WHAT IS NEEDED » Only one stretch of the records below is wanted: the lines from the one holding "Draw a box around" through the one holding "Annotate this street". Return it exactly, both ends included.

Stored data »
+===+
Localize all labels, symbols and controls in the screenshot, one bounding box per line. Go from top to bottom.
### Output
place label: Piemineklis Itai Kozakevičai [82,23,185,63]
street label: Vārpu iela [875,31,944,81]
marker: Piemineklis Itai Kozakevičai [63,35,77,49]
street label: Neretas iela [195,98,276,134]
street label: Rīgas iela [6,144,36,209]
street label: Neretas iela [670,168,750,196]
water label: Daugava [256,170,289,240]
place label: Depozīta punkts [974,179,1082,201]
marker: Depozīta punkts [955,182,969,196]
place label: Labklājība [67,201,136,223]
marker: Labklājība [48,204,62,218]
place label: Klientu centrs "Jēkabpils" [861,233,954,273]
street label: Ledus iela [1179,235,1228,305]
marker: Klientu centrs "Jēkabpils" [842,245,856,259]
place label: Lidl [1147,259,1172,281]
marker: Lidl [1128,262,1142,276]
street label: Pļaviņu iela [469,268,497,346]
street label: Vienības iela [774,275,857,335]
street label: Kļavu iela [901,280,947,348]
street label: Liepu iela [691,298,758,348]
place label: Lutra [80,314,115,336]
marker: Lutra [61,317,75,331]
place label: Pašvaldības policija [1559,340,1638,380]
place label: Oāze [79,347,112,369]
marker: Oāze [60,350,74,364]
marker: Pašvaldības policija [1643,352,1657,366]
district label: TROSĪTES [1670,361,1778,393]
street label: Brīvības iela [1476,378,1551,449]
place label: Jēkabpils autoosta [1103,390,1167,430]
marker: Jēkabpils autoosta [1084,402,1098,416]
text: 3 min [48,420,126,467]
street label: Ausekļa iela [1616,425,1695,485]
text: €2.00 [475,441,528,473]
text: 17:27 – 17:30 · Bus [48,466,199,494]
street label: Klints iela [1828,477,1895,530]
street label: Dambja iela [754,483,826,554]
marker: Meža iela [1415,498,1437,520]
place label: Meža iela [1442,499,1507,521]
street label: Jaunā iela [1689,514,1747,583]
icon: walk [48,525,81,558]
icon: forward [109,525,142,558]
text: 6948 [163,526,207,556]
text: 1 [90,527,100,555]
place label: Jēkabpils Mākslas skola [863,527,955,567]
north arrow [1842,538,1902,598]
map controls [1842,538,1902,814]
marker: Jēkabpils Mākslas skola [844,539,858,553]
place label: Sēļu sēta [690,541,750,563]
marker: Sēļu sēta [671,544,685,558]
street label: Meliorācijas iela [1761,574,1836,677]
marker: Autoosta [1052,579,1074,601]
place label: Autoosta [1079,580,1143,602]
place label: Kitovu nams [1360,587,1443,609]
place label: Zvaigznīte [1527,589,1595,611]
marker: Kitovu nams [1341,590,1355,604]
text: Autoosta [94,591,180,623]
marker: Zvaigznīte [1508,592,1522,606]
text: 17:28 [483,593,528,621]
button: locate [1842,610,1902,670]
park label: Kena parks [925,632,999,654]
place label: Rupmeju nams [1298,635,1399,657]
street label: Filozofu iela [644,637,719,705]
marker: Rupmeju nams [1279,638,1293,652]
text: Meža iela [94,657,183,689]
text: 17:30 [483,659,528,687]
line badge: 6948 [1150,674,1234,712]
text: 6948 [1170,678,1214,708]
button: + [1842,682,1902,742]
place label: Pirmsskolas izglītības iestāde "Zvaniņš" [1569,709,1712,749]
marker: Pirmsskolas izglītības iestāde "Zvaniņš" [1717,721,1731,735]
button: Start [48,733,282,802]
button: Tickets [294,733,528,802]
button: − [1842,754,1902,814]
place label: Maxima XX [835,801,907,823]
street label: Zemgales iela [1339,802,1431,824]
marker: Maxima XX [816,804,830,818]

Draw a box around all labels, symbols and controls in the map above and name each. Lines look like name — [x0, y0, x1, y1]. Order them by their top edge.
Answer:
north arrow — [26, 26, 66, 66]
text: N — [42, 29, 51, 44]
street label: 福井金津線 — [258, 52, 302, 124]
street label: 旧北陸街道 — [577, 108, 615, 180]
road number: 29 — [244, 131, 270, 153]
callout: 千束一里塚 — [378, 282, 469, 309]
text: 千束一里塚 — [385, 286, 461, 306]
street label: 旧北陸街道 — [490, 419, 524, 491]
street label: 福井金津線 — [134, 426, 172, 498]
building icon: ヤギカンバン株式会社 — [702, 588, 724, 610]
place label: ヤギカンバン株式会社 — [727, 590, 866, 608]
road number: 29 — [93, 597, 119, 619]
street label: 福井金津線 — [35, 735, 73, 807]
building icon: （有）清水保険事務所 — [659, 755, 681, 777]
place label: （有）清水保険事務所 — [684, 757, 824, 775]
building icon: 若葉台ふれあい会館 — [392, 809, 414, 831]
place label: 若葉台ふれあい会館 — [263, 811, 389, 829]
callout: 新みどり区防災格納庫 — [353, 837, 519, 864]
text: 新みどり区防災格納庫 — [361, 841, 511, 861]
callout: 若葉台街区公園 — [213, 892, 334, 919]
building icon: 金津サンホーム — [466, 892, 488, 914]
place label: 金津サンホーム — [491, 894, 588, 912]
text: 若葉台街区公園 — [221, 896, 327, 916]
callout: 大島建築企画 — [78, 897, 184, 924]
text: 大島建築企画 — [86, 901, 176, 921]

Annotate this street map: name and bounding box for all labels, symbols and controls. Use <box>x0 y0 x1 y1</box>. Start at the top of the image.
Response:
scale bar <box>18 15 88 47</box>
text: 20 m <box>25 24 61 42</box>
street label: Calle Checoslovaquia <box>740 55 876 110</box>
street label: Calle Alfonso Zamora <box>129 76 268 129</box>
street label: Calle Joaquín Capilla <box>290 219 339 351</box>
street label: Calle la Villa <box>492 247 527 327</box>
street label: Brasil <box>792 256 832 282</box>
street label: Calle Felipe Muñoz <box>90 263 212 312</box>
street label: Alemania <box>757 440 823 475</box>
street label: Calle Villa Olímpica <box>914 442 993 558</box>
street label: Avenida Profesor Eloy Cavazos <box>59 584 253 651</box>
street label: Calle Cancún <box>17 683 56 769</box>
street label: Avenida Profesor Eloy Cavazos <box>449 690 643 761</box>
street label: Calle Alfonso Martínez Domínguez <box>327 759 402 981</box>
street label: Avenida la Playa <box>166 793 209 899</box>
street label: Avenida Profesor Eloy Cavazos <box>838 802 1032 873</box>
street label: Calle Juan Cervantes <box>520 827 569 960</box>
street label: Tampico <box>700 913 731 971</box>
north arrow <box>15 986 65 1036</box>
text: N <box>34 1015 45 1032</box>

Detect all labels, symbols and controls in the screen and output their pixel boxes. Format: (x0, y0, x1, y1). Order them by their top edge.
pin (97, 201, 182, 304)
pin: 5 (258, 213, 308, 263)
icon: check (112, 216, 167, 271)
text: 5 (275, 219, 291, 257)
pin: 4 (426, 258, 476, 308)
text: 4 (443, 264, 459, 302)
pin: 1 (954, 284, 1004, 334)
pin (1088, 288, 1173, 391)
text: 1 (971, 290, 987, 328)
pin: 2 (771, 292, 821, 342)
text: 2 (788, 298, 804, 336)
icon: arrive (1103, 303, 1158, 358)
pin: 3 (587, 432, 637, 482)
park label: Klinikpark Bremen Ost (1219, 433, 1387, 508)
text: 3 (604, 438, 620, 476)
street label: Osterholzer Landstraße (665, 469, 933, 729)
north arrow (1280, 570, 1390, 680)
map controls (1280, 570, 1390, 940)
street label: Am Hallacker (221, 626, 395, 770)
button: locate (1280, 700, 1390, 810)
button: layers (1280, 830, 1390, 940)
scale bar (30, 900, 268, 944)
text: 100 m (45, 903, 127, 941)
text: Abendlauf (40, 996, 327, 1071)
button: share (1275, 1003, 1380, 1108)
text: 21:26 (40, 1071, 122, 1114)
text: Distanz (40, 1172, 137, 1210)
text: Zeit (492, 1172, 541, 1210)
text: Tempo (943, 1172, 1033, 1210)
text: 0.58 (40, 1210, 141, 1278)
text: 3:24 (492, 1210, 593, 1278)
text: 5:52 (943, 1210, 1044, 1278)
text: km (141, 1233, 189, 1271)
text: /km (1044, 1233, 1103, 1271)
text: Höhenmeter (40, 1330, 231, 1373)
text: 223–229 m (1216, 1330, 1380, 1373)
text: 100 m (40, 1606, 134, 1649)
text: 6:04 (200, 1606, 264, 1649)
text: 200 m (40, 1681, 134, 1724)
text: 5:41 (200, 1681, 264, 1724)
+===+
SOLUTION TO THIS PROBLEM »
Draw a box around all labels, symbols and controls in the map above and name each. Lines look like name — [x0, y0, x1, y1]. Order them by their top edge.
Answer:
north arrow — [26, 26, 66, 66]
text: N — [42, 29, 51, 44]
street label: 福井金津線 — [258, 52, 302, 124]
street label: 旧北陸街道 — [577, 108, 615, 180]
road number: 29 — [244, 131, 270, 153]
callout: 千束一里塚 — [378, 282, 469, 309]
text: 千束一里塚 — [385, 286, 461, 306]
street label: 旧北陸街道 — [490, 419, 524, 491]
street label: 福井金津線 — [134, 426, 172, 498]
building icon: ヤギカンバン株式会社 — [702, 588, 724, 610]
place label: ヤギカンバン株式会社 — [727, 590, 866, 608]
road number: 29 — [93, 597, 119, 619]
street label: 福井金津線 — [35, 735, 73, 807]
building icon: （有）清水保険事務所 — [659, 755, 681, 777]
place label: （有）清水保険事務所 — [684, 757, 824, 775]
building icon: 若葉台ふれあい会館 — [392, 809, 414, 831]
place label: 若葉台ふれあい会館 — [263, 811, 389, 829]
callout: 新みどり区防災格納庫 — [353, 837, 519, 864]
text: 新みどり区防災格納庫 — [361, 841, 511, 861]
callout: 若葉台街区公園 — [213, 892, 334, 919]
building icon: 金津サンホーム — [466, 892, 488, 914]
place label: 金津サンホーム — [491, 894, 588, 912]
text: 若葉台街区公園 — [221, 896, 327, 916]
callout: 大島建築企画 — [78, 897, 184, 924]
text: 大島建築企画 — [86, 901, 176, 921]

Annotate this street map: name and bounding box for all labels, symbols and controls. Use <box>x0 y0 x1 y1</box>. Start at the top of the image.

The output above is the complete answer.